They could go out. Go on dates. They could be boyfriends. Why not? Blaine isn't in a relationship and he isn't in high school anymore. Months after breaking up with Kurt they tried to talk as honestly as they could. They both agreed that they were immature and inexperienced and Kurt admitted that in high school he was terrified of the idea of losing Blaine to Sebastian and Blaine was terrified of the idea of losing Kurt to a handsome gay man in New York and they both spent too much time worrying they are not good enough for the other.

Now Blaine tries to take relationships a little less seriously. Because as much as he loved Kurt and was most of the time sure Kurt loved him too it was still horribly stressful to be worried about the future of their relationship all the time. Or wondering whether Kurt does mean it when he whispers with that soft smile that Blaine is his one true love. It's not like Blaine thought Kurt is purposefully trying to deceive him, but they were in high school and those relationships are hardly ever actually the 'one true love'.

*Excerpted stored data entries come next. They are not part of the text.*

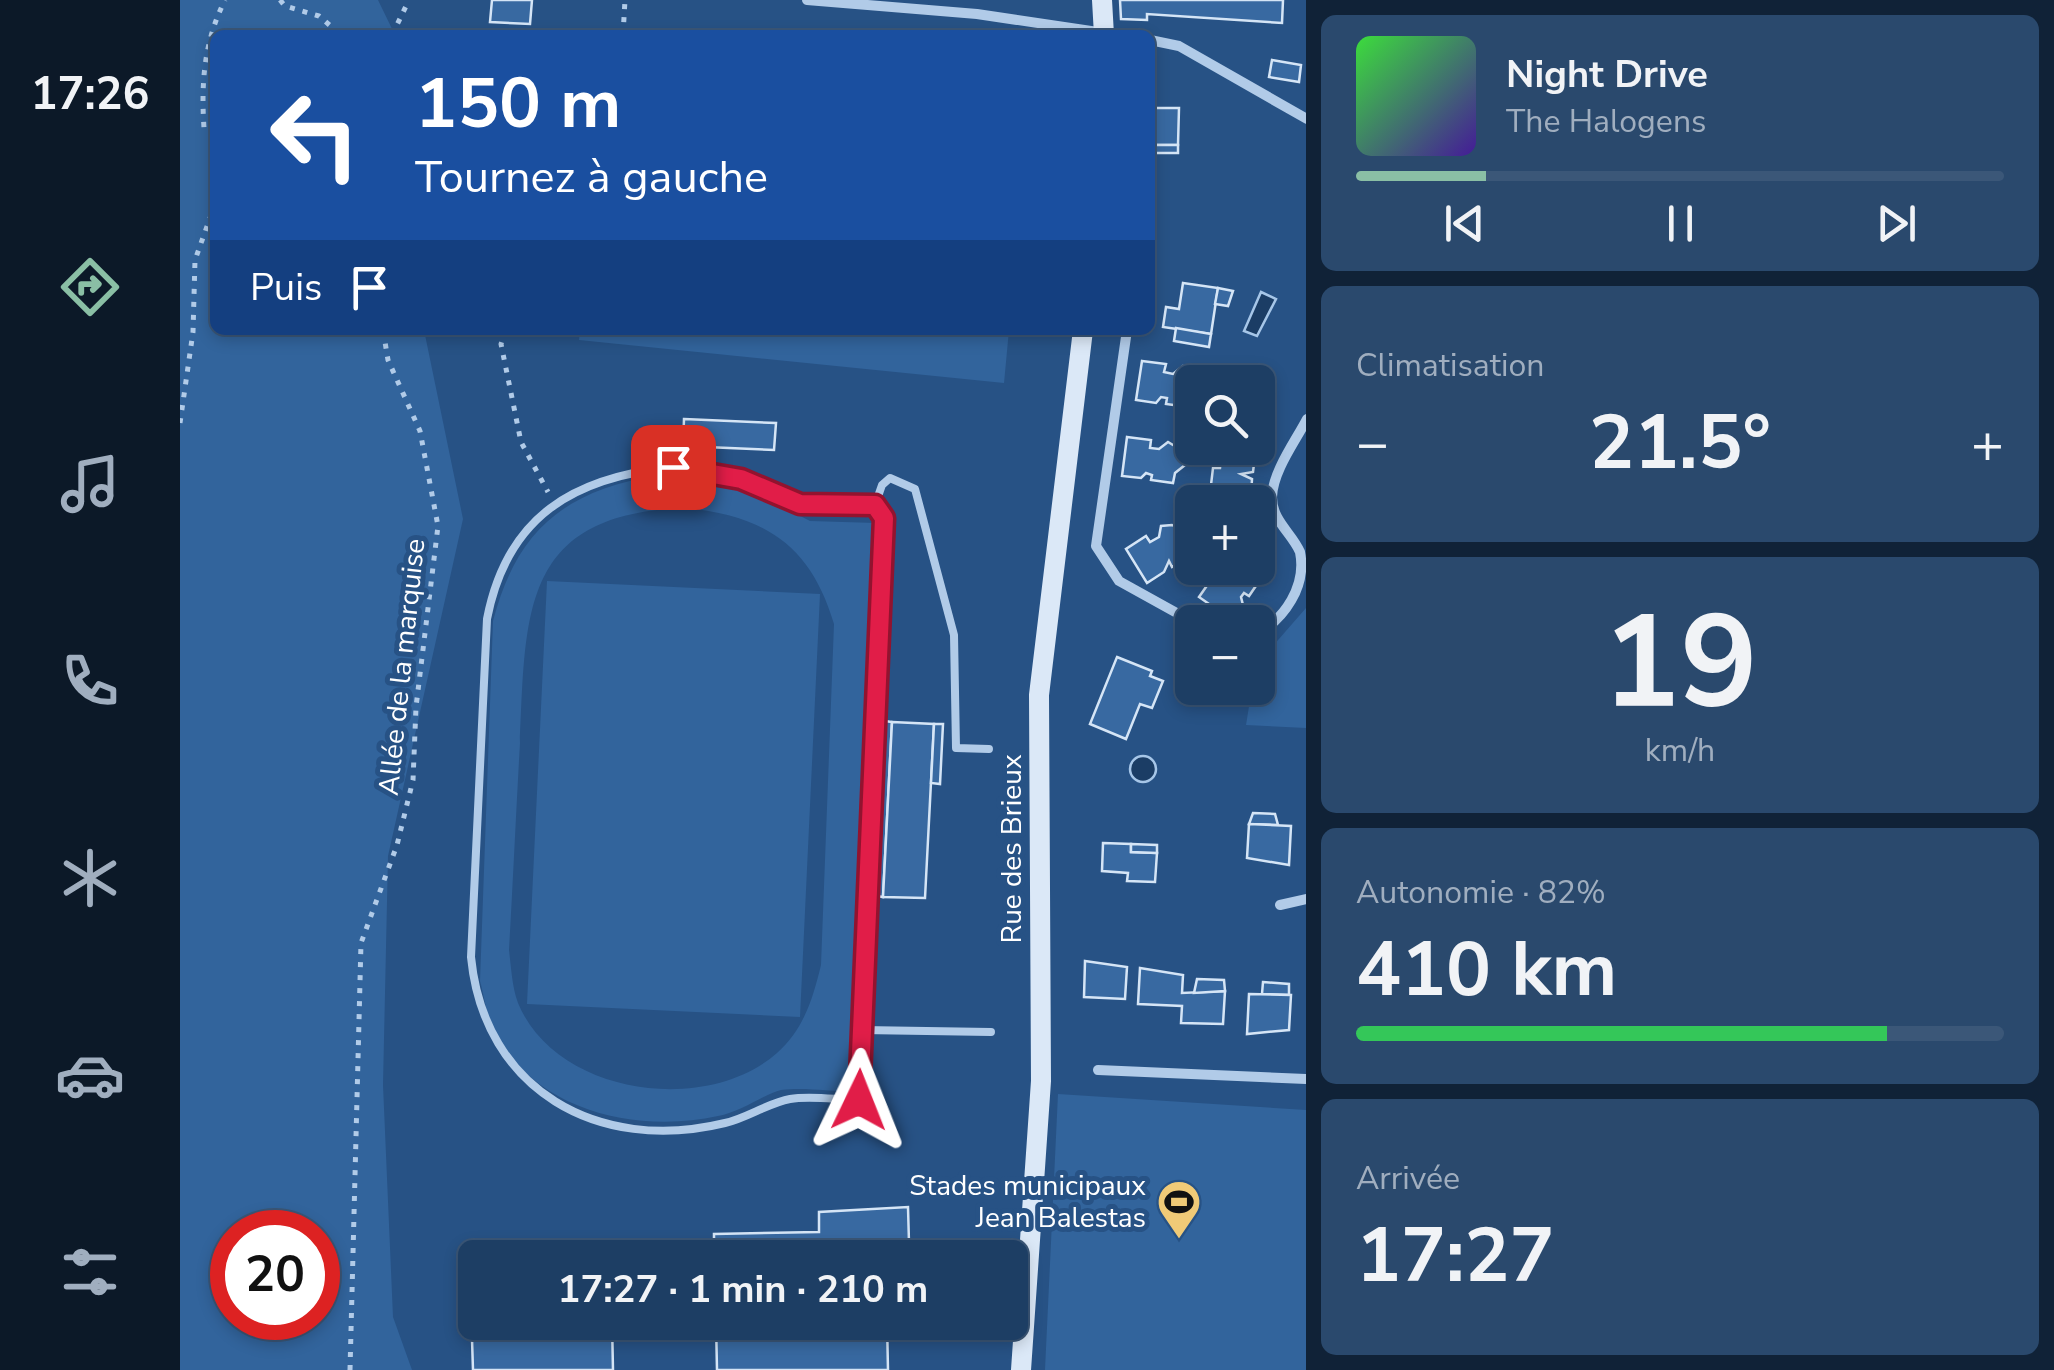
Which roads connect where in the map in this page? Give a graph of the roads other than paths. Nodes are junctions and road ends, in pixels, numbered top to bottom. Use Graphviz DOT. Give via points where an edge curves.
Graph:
graph roads {
  1 [pos="807,0"];
  2 [pos="1102,0"];
  3 [pos="1057,30"];
  4 [pos="1108,30"];
  5 [pos="1155,41"];
  6 [pos="1306,119"];
  7 [pos="1081,335"];
  8 [pos="1126,335"];
  9 [pos="1306,419"];
  10 [pos="875,505"];
  11 [pos="1175,612"];
  12 [pos="1275,622"];
  13 [pos="989,750"];
  14 [pos="1306,899"];
  15 [pos="1280,906"];
  16 [pos="862,1030"];
  17 [pos="990,1032"];
  18 [pos="1098,1070"];
  19 [pos="1306,1079"];
  20 [pos="1021,1370"];
  1 -- 3 [label="street" via="977,14"];
  2 -- 4 [label="street"];
  5 -- 6 [label="street" via="1179,46"];
  7 -- 20 [label="street, Rue des Brieux" via="1038,695 1041,1081"];
  8 -- 11 [label="street" via="1096,546 1119,582"];
  9 -- 12 [label="street" via="1272,497 1300,552 1304,575 1286,614"];
  10 -- 13 [label="lane" via="890,478 916,489 954,634 956,748"];
  10 -- 16 [label="lane" via="884,518"];
  10 -- 16 [label="lane" via="800,504 741,479 673,467 596,481 530,524 494,583 487,620 471,956 480,1010 516,1072 574,1114 636,1128 725,1123 790,1099 859,1100"];
  14 -- 15 [label="street"];
  16 -- 17 [label="lane"];
  18 -- 19 [label="street"];
}
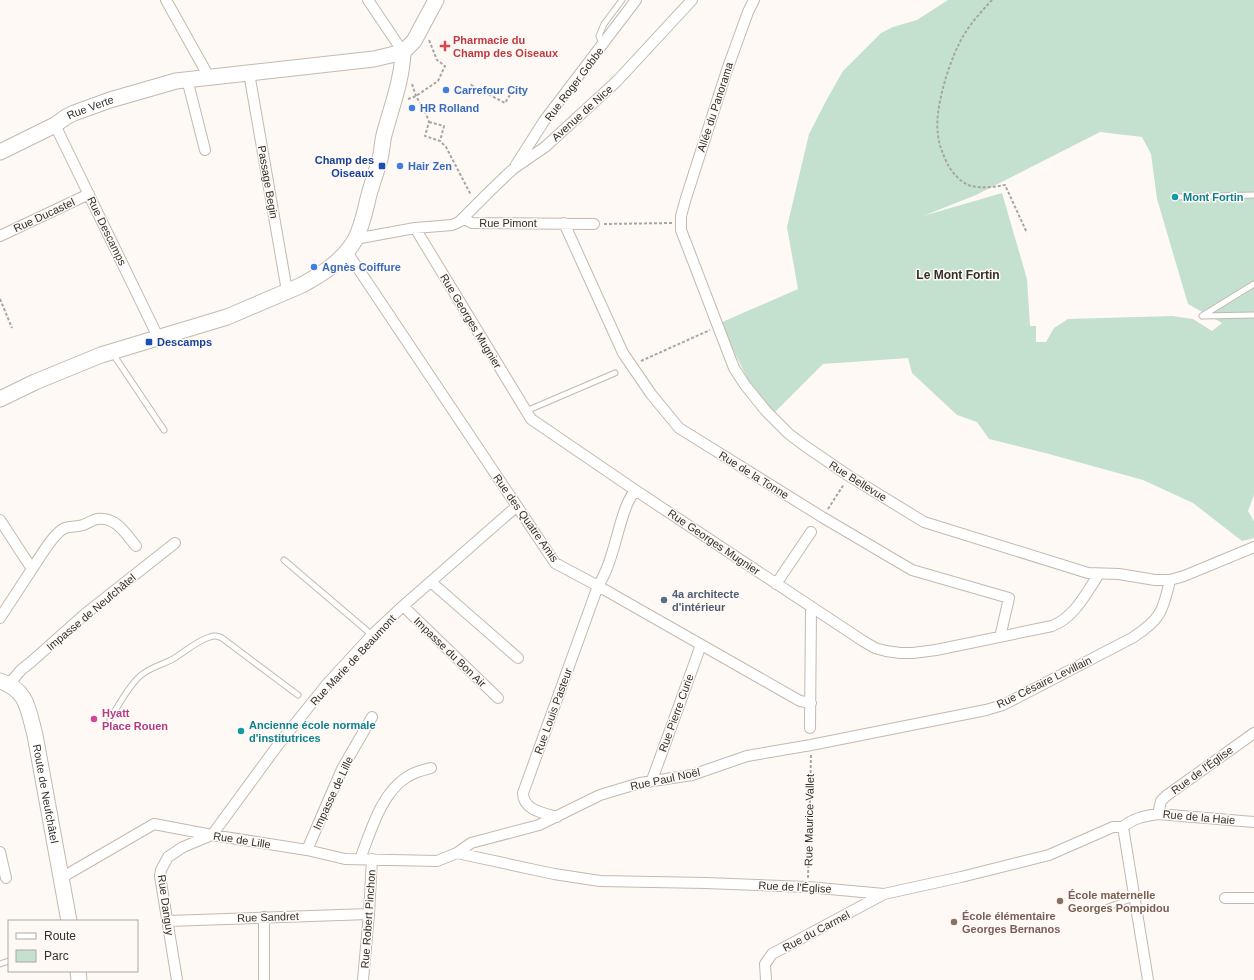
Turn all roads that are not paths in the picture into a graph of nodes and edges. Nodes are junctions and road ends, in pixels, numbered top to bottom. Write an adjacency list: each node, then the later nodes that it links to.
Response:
1 (166, 0): 11 (street)
2 (368, 0): 9 (street)
3 (436, 0): 9 (street)
4 (622, 0): 8 (lane)
5 (636, 0): 8 (street, Rue Roger Gobbe)
6 (692, 0): 16 (street, Avenue de Nice)
7 (754, 0): 21 (street, Allée du Panorama)
8 (605, 43): 16 (street, Rue Roger Gobbe)
9 (403, 52): 10 (street, Rue Verte); 26 (street)
10 (249, 73): 11 (street, Rue Verte); 29 (street, Passage Begin)
11 (209, 77): 12 (street, Rue Verte)
12 (187, 80): 13 (street, Rue Verte); 14 (street)
13 (55, 126): 15 (street, Rue Verte); 17 (street, Rue Descamps)
14 (205, 150)
15 (0, 152)
16 (513, 169): 20 (street, Avenue de Nice)
17 (88, 194): 25 (street, Rue Ducastel); 31 (street, Rue Descamps)
18 (1254, 196): 19 (lane)
19 (1175, 197)
20 (463, 218): 22 (street, Rue Pimont); 24 (street, Rue Pimont)
21 (681, 220): 46 (street, Rue Bellevue)
22 (564, 223): 23 (street, Rue Pimont); 55 (street, Rue de la Tonne)
23 (594, 224)
24 (416, 228): 26 (street, Rue Pimont); 35 (street, Rue Georges Mugnier)
25 (0, 236)
26 (355, 239): 27 (street)
27 (347, 252): 29 (street); 38 (street, Rue des Quatre Amis)
28 (1254, 284): 30 (lane)
29 (287, 291): 31 (street)
30 (1254, 315)
31 (158, 337): 32 (street)
32 (111, 352): 34 (street); 36 (lane)
33 (614, 373): 35 (lane)
34 (0, 399)
35 (526, 411): 37 (street, Rue Georges Mugnier)
36 (164, 430)
37 (635, 490): 49 (street, Rue Georges Mugnier); 50 (street, Rue Louis Pasteur)
38 (517, 506): 48 (street, Rue Marie de Beaumont); 50 (street, Rue des Quatre Amis)
39 (0, 520): 45 (street)
40 (811, 532): 49 (street)
41 (175, 543): 58 (street, Impasse de Neufchâtel)
42 (136, 546): 45 (street)
43 (1254, 547): 47 (street)
44 (284, 560): 54 (lane)
45 (32, 569): 53 (street)
46 (1099, 574): 47 (street, Rue Bellevue); 55 (street, Rue Georges Mugnier)
47 (1170, 580): 66 (street, Rue Césaire Levillain)
48 (431, 582): 51 (street, Rue Marie de Beaumont); 57 (street)
49 (776, 584): 52 (street, Rue Georges Mugnier)
50 (598, 586): 56 (street, Rue des Quatre Amis); 71 (street, Rue Louis Pasteur)
51 (403, 606): 54 (street, Rue Marie de Beaumont); 60 (street, Impasse du Bon Air)
52 (811, 608): 55 (street, Rue Georges Mugnier); 61 (street)
53 (0, 618)
54 (372, 635): 74 (street, Rue Marie de Beaumont)
55 (1000, 637)
56 (701, 645): 61 (street, Rue des Quatre Amis); 68 (street, Rue Pierre Curie)
57 (518, 658)
58 (5, 682): 81 (street, Route de Neufchâtel)
59 (298, 695): 63 (lane)
60 (498, 698)
61 (811, 703): 64 (street)
62 (372, 717): 75 (street, Impasse de Lille)
63 (110, 719)
64 (810, 728)
65 (1254, 733): 69 (street, Rue de l'Église)
66 (811, 749): 68 (street, Rue Paul Noël)
67 (431, 768): 78 (street)
68 (652, 780): 71 (street, Rue Paul Noël)
69 (1158, 814): 70 (street, Rue de la Haie); 72 (street, Rue de la Haie)
70 (1144, 816): 73 (street, Rue de l'Église)
71 (557, 817): 77 (street, Rue Paul Noël)
72 (1254, 822)
73 (1123, 827): 82 (street, Rue de l'Église); 83 (street)
74 (212, 835): 75 (street, Rue de Lille); 81 (street, Rue de Lille); 90 (street, Rue Danguy)
75 (307, 850): 78 (street, Rue de Lille)
76 (0, 852): 80 (street)
77 (457, 853): 79 (street, Rue de Lille); 82 (street, Rue de l'Église)
78 (360, 859): 79 (street, Rue de Lille)
79 (372, 859): 87 (street, Rue Robert Pinchon)
80 (6, 878)
81 (61, 878): 89 (street, Route de Neufchâtel)
82 (884, 894): 94 (street, Rue du Carmel)
83 (1134, 898): 86 (lane); 95 (street)
84 (1225, 898): 85 (street)
85 (1254, 898)
86 (1108, 907)
87 (369, 914): 88 (street, Rue Sandret); 93 (street, Rue Robert Pinchon)
88 (264, 917): 90 (street, Rue Sandret); 92 (street)
89 (69, 920)
90 (168, 921): 91 (street, Rue Danguy)
91 (177, 980)
92 (264, 980)
93 (363, 980)
94 (766, 980)
95 (1148, 980)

Maybe it won't work. Maybe Sebastian will get bored of him in a month or maybe Blaine will be the one to give it all up sooner or later. Maybe Sebastian will cheat on him – but he said he doesn't enjoy one night stands anymore, so maybe he won't.

Sweetheart, you shouldn't be so afraid of the possibility of heartbreak. Just jump and see what happens. You won't find your love if you don't look for him, Blaine.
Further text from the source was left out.